## Assigned task:
For the string "Currant", state the number of lines in the data that contain it, and nothing else.

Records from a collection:

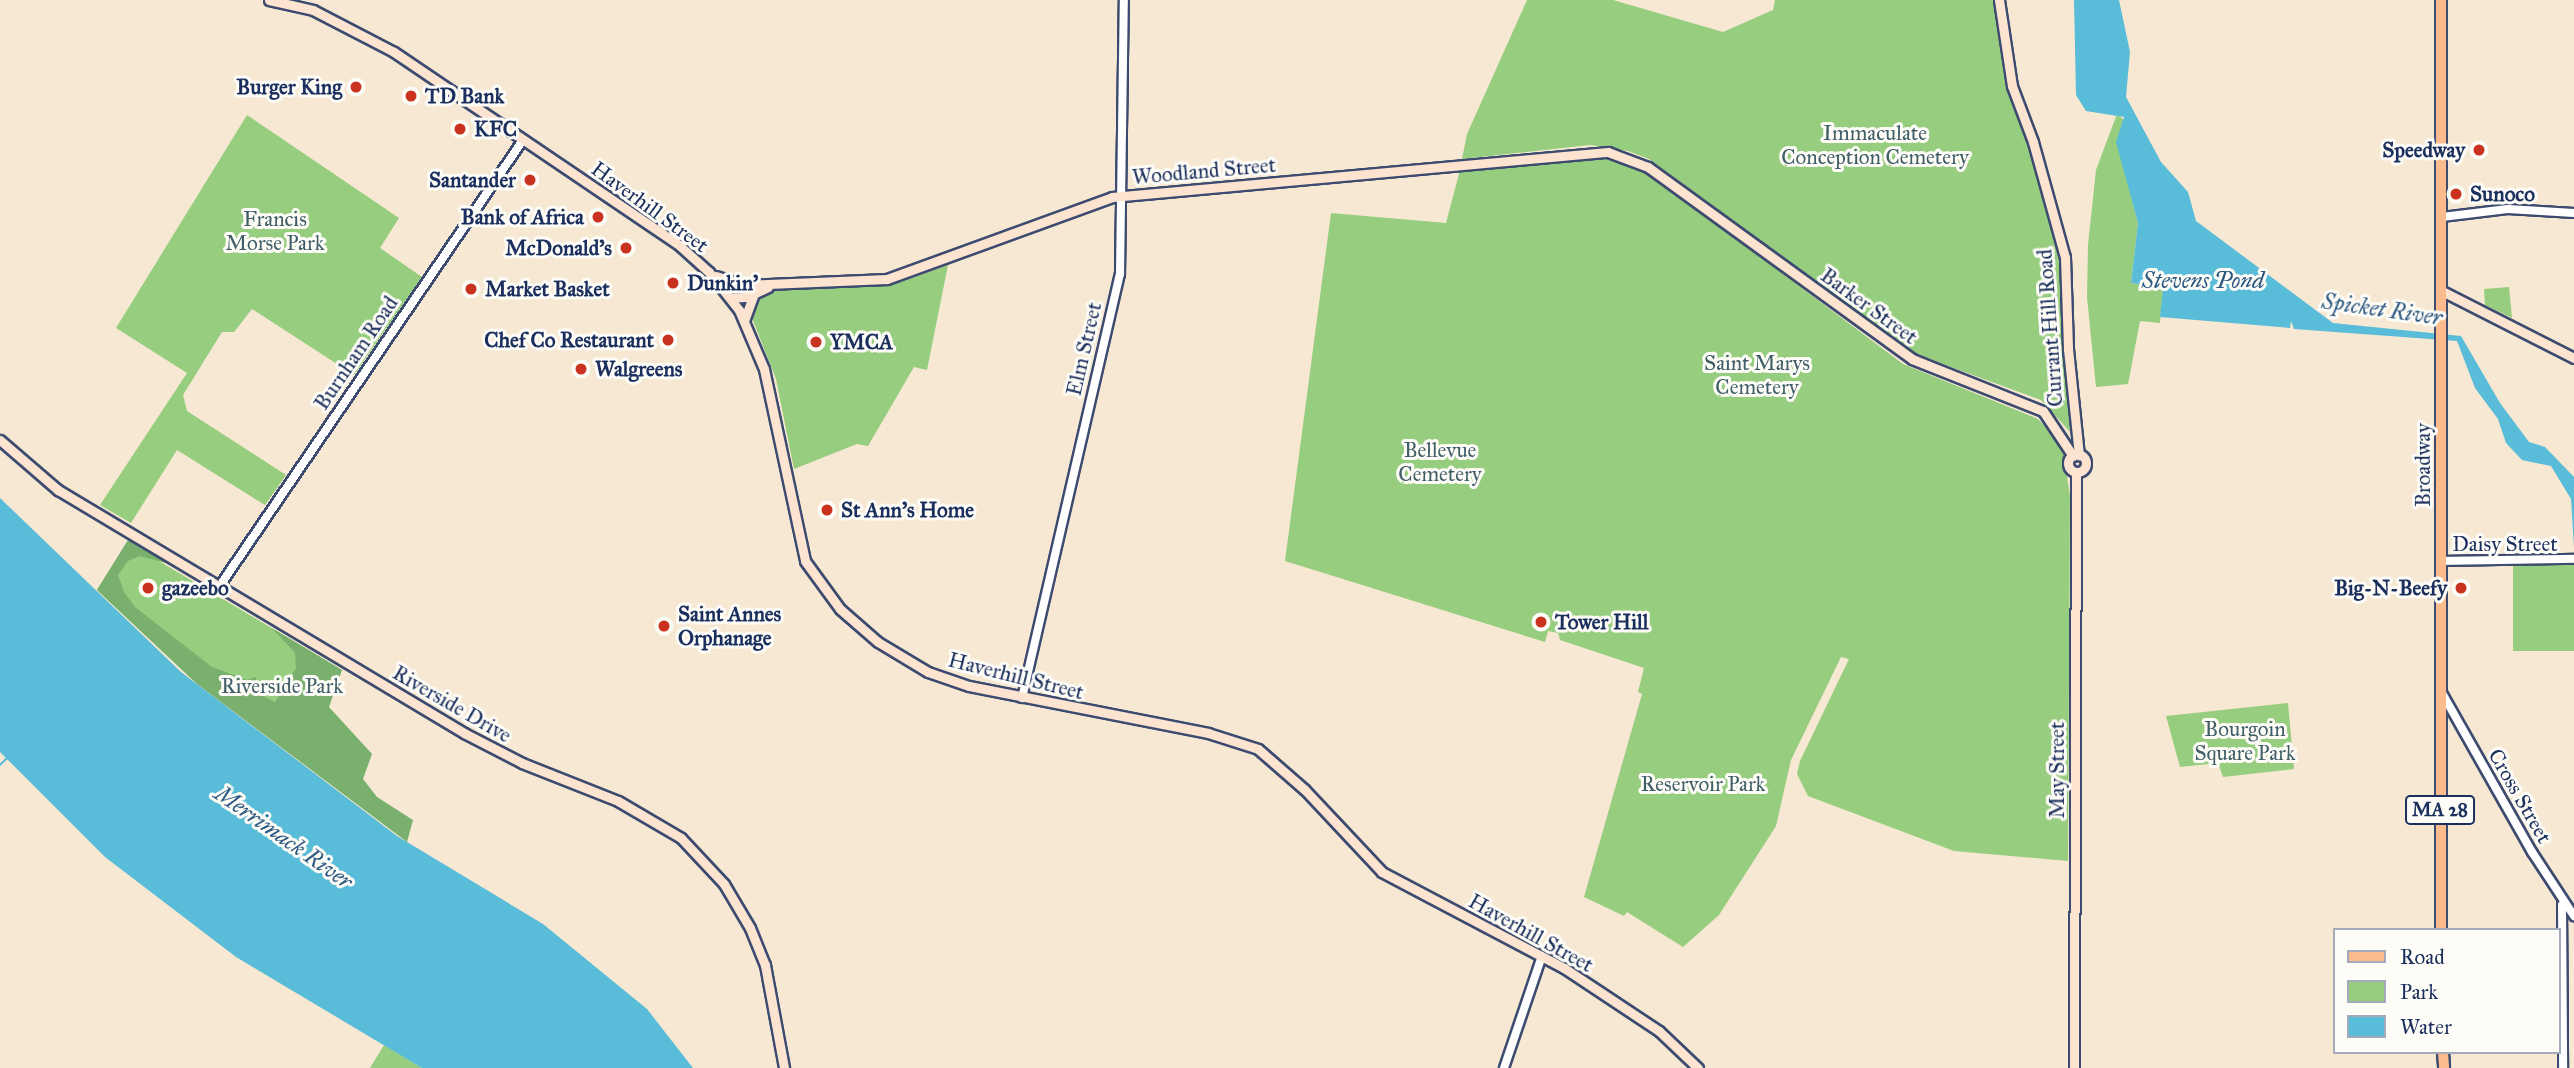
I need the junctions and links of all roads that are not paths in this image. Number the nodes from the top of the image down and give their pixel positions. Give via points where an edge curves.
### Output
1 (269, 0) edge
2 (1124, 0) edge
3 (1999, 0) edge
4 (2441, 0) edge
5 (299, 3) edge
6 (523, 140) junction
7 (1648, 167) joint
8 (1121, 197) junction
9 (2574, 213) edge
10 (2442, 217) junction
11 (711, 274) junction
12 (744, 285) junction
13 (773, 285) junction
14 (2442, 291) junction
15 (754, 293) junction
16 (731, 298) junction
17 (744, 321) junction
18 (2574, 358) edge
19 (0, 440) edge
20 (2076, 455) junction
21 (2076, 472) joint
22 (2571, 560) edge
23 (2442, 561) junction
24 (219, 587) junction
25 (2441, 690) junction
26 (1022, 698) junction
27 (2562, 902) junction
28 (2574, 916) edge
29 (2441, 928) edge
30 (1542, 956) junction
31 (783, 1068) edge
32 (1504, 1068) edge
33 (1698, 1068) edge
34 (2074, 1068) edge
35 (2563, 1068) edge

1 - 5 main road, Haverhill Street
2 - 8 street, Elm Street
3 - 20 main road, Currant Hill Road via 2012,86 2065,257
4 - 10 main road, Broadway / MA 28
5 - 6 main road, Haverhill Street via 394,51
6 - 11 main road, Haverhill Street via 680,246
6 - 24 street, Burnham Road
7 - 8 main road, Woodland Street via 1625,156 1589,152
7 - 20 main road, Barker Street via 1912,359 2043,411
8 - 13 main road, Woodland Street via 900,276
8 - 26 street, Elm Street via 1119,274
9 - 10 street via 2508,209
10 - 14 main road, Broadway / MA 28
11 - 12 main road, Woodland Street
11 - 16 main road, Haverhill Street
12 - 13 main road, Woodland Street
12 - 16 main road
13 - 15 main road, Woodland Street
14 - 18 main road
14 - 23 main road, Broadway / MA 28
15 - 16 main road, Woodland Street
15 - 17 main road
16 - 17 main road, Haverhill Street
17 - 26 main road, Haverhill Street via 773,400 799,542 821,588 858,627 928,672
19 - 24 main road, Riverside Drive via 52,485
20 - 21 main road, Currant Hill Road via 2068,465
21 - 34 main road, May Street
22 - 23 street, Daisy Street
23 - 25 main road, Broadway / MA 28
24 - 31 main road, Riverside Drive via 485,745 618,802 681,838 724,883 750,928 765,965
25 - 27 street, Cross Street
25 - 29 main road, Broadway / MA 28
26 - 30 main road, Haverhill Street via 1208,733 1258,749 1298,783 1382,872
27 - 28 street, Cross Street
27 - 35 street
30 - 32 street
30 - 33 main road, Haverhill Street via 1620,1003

## Result for this exercise:
2